Records for this exercise:
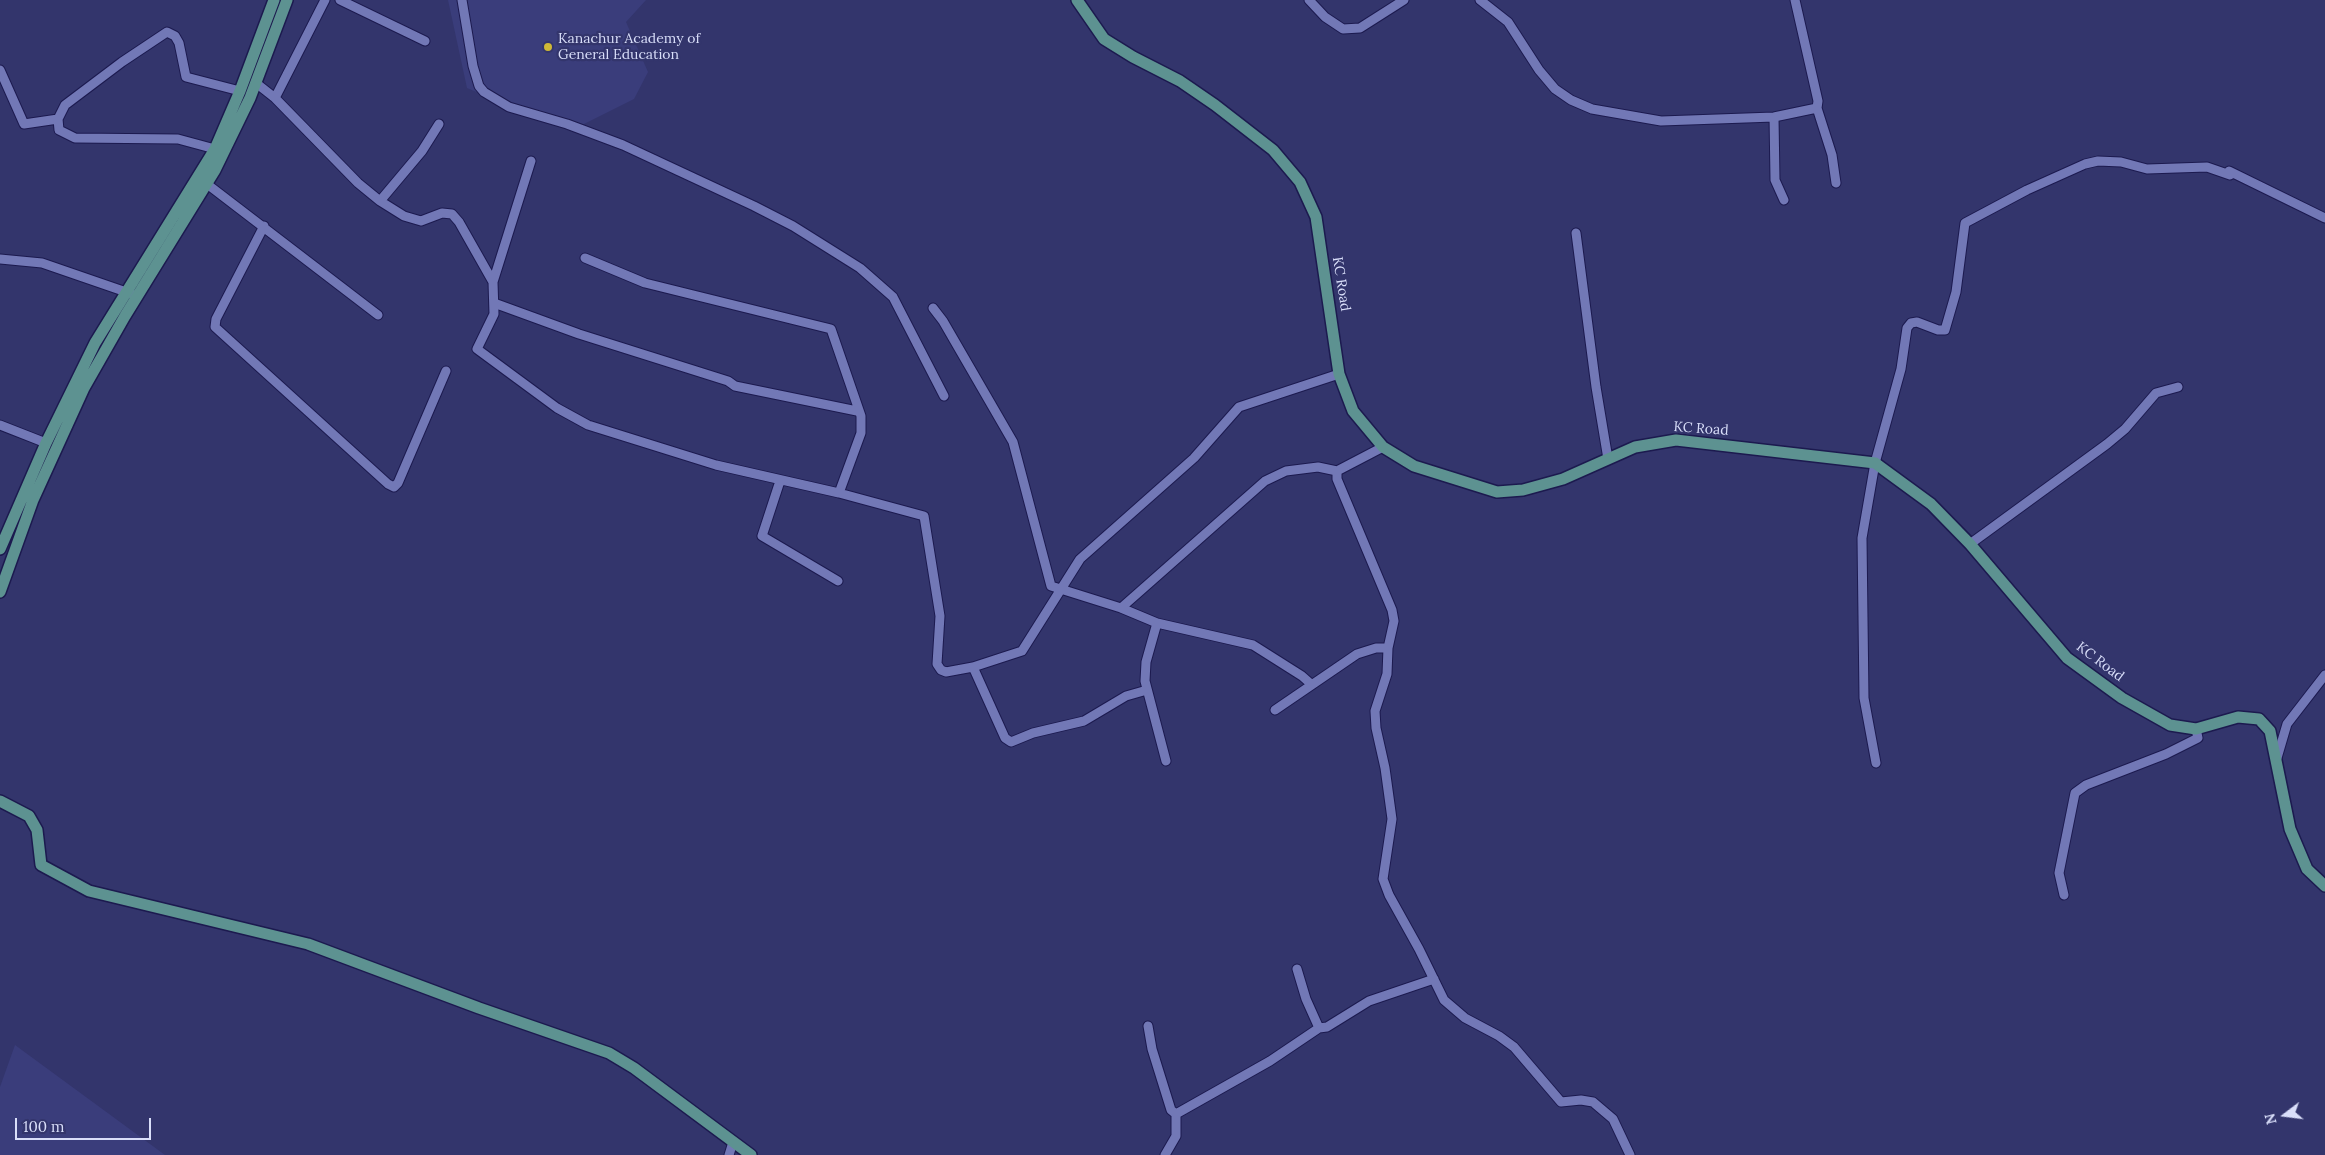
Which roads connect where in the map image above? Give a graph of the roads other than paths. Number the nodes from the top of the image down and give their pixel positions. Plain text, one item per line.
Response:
1 (274, 0) edge
2 (286, 0) edge
3 (325, 0) edge
4 (340, 0) edge
5 (462, 0) edge
6 (1077, 0) edge
7 (1309, 0) edge
8 (1404, 0) edge
9 (1480, 0) edge
10 (1795, 0) edge
11 (425, 41) dead end
12 (256, 48) junction
13 (267, 53) junction
14 (0, 70) edge
15 (256, 83) junction
16 (240, 91) junction
17 (275, 98) junction
18 (1817, 108) junction
19 (1774, 117) junction
20 (58, 119) junction
21 (439, 124) dead end
22 (215, 149) junction
23 (531, 161) dead end
24 (1836, 183) dead end
25 (207, 184) junction
26 (1784, 200) dead end
27 (380, 201) junction
28 (2325, 218) edge
29 (264, 226) junction
30 (1576, 233) dead end
31 (0, 258) edge
32 (585, 258) dead end
33 (493, 282) junction
34 (126, 290) junction
35 (137, 296) junction
36 (494, 303) junction
37 (933, 308) dead end
38 (378, 315) dead end
39 (446, 371) dead end
40 (1339, 374) junction
41 (2178, 387) dead end
42 (944, 396) dead end
43 (857, 411) junction
44 (0, 425) edge
45 (46, 443) junction
46 (1383, 447) junction
47 (1608, 460) junction
48 (1875, 463) junction
49 (1337, 471) junction
50 (780, 481) junction
51 (838, 493) junction
52 (1970, 544) junction
53 (0, 549) edge
54 (2, 578) edge
55 (838, 581) dead end
56 (1060, 590) junction
57 (0, 592) edge
58 (1121, 608) junction
59 (1157, 623) junction
60 (1388, 648) junction
61 (973, 667) junction
62 (2325, 675) edge
63 (1311, 684) junction
64 (1147, 690) junction
65 (1275, 710) dead end
66 (2196, 729) junction
67 (2277, 758) junction
68 (1166, 762) dead end
69 (1876, 763) dead end
70 (0, 801) edge
71 (2325, 886) edge
72 (2064, 894) dead end
73 (1297, 969) dead end
74 (1434, 979) junction
75 (1148, 1026) dead end
76 (1319, 1028) junction
77 (1176, 1114) junction
78 (732, 1142) junction
79 (729, 1155) edge
80 (750, 1155) edge
81 (1165, 1155) edge
82 (1630, 1155) edge

1 - 12 main road
2 - 13 main road
3 - 17 street
4 - 11 street
5 - 42 street
6 - 40 main road, KC Road
7 - 8 street
9 - 19 street
10 - 18 street
12 - 13 main road
12 - 16 main road
13 - 15 main road
14 - 20 street
15 - 17 street
15 - 25 main road
16 - 20 street
16 - 22 main road
17 - 27 street
18 - 19 street
18 - 24 street
19 - 26 street
20 - 22 street
21 - 27 street
22 - 34 main road
23 - 33 street
25 - 29 street
25 - 35 main road
27 - 33 street
28 - 48 street
29 - 38 street
29 - 39 street
30 - 47 street
31 - 34 street
32 - 43 street
33 - 36 street
34 - 35 street
34 - 45 main road
35 - 54 main road
36 - 43 street
36 - 50 street
37 - 56 street
40 - 46 main road, KC Road
40 - 56 street
41 - 52 street
43 - 51 street
44 - 45 street
45 - 53 main road
46 - 47 main road, KC Road
46 - 49 street
47 - 48 main road, KC Road
48 - 52 main road, KC Road
48 - 69 street
49 - 58 street
49 - 60 street
50 - 51 street
50 - 55 street
51 - 61 street
52 - 66 main road, KC Road
54 - 57 main road
56 - 58 street
56 - 61 street
58 - 59 street
59 - 63 street
59 - 64 street
60 - 63 street
60 - 74 street
61 - 64 street
62 - 67 street
63 - 65 street
64 - 68 street
66 - 67 main road, KC Road
66 - 72 street
67 - 71 main road, KC Road
70 - 78 main road
73 - 76 street
74 - 76 street
74 - 82 street
75 - 77 street
76 - 77 street
77 - 81 street
78 - 79 street
78 - 80 main road

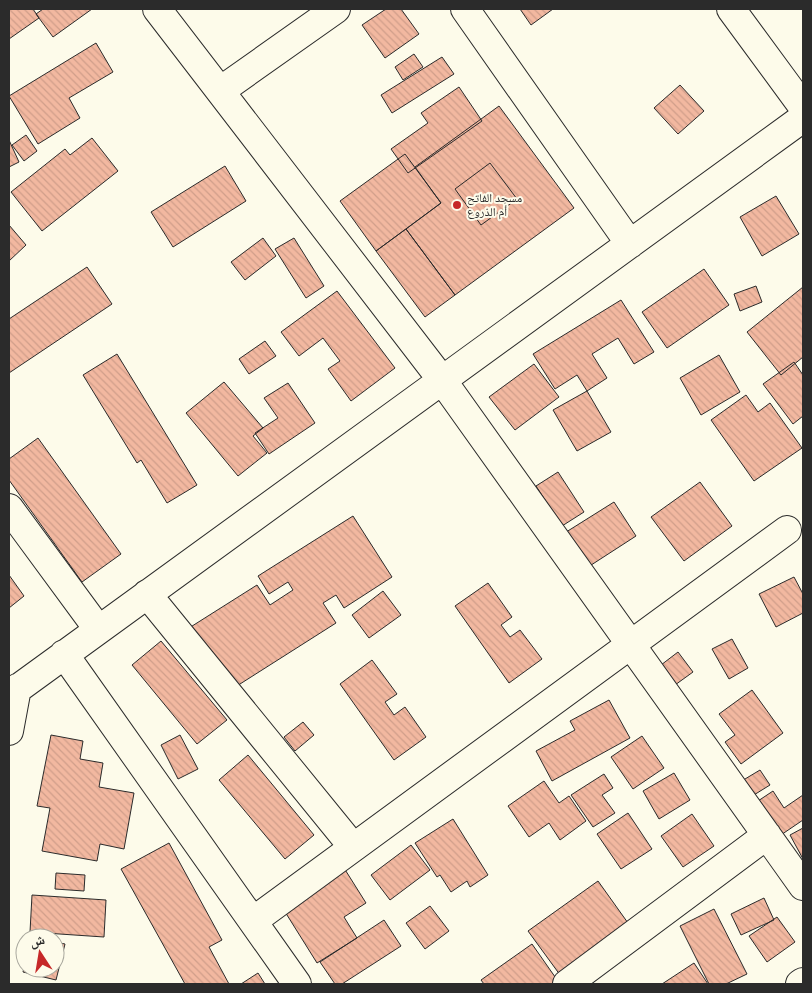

Exercise requirements:
With the images excluded, reproduce the data above precisely as written.

Task solution:
Which roads connect where in the map image above? Give a graph of the roads other than paths. Number the nodes from the top of the image down and give their pixel positions. Plain text, one item per line.
Response:
1 (274, 0) edge
2 (286, 0) edge
3 (325, 0) edge
4 (340, 0) edge
5 (462, 0) edge
6 (1077, 0) edge
7 (1309, 0) edge
8 (1404, 0) edge
9 (1480, 0) edge
10 (1795, 0) edge
11 (425, 41) dead end
12 (256, 48) junction
13 (267, 53) junction
14 (0, 70) edge
15 (256, 83) junction
16 (240, 91) junction
17 (275, 98) junction
18 (1817, 108) junction
19 (1774, 117) junction
20 (58, 119) junction
21 (439, 124) dead end
22 (215, 149) junction
23 (531, 161) dead end
24 (1836, 183) dead end
25 (207, 184) junction
26 (1784, 200) dead end
27 (380, 201) junction
28 (2325, 218) edge
29 (264, 226) junction
30 (1576, 233) dead end
31 (0, 258) edge
32 (585, 258) dead end
33 (493, 282) junction
34 (126, 290) junction
35 (137, 296) junction
36 (494, 303) junction
37 (933, 308) dead end
38 (378, 315) dead end
39 (446, 371) dead end
40 (1339, 374) junction
41 (2178, 387) dead end
42 (944, 396) dead end
43 (857, 411) junction
44 (0, 425) edge
45 (46, 443) junction
46 (1383, 447) junction
47 (1608, 460) junction
48 (1875, 463) junction
49 (1337, 471) junction
50 (780, 481) junction
51 (838, 493) junction
52 (1970, 544) junction
53 (0, 549) edge
54 (2, 578) edge
55 (838, 581) dead end
56 (1060, 590) junction
57 (0, 592) edge
58 (1121, 608) junction
59 (1157, 623) junction
60 (1388, 648) junction
61 (973, 667) junction
62 (2325, 675) edge
63 (1311, 684) junction
64 (1147, 690) junction
65 (1275, 710) dead end
66 (2196, 729) junction
67 (2277, 758) junction
68 (1166, 762) dead end
69 (1876, 763) dead end
70 (0, 801) edge
71 (2325, 886) edge
72 (2064, 894) dead end
73 (1297, 969) dead end
74 (1434, 979) junction
75 (1148, 1026) dead end
76 (1319, 1028) junction
77 (1176, 1114) junction
78 (732, 1142) junction
79 (729, 1155) edge
80 (750, 1155) edge
81 (1165, 1155) edge
82 (1630, 1155) edge

1 - 12 main road
2 - 13 main road
3 - 17 street
4 - 11 street
5 - 42 street
6 - 40 main road, KC Road
7 - 8 street
9 - 19 street
10 - 18 street
12 - 13 main road
12 - 16 main road
13 - 15 main road
14 - 20 street
15 - 17 street
15 - 25 main road
16 - 20 street
16 - 22 main road
17 - 27 street
18 - 19 street
18 - 24 street
19 - 26 street
20 - 22 street
21 - 27 street
22 - 34 main road
23 - 33 street
25 - 29 street
25 - 35 main road
27 - 33 street
28 - 48 street
29 - 38 street
29 - 39 street
30 - 47 street
31 - 34 street
32 - 43 street
33 - 36 street
34 - 35 street
34 - 45 main road
35 - 54 main road
36 - 43 street
36 - 50 street
37 - 56 street
40 - 46 main road, KC Road
40 - 56 street
41 - 52 street
43 - 51 street
44 - 45 street
45 - 53 main road
46 - 47 main road, KC Road
46 - 49 street
47 - 48 main road, KC Road
48 - 52 main road, KC Road
48 - 69 street
49 - 58 street
49 - 60 street
50 - 51 street
50 - 55 street
51 - 61 street
52 - 66 main road, KC Road
54 - 57 main road
56 - 58 street
56 - 61 street
58 - 59 street
59 - 63 street
59 - 64 street
60 - 63 street
60 - 74 street
61 - 64 street
62 - 67 street
63 - 65 street
64 - 68 street
66 - 67 main road, KC Road
66 - 72 street
67 - 71 main road, KC Road
70 - 78 main road
73 - 76 street
74 - 76 street
74 - 82 street
75 - 77 street
76 - 77 street
77 - 81 street
78 - 79 street
78 - 80 main road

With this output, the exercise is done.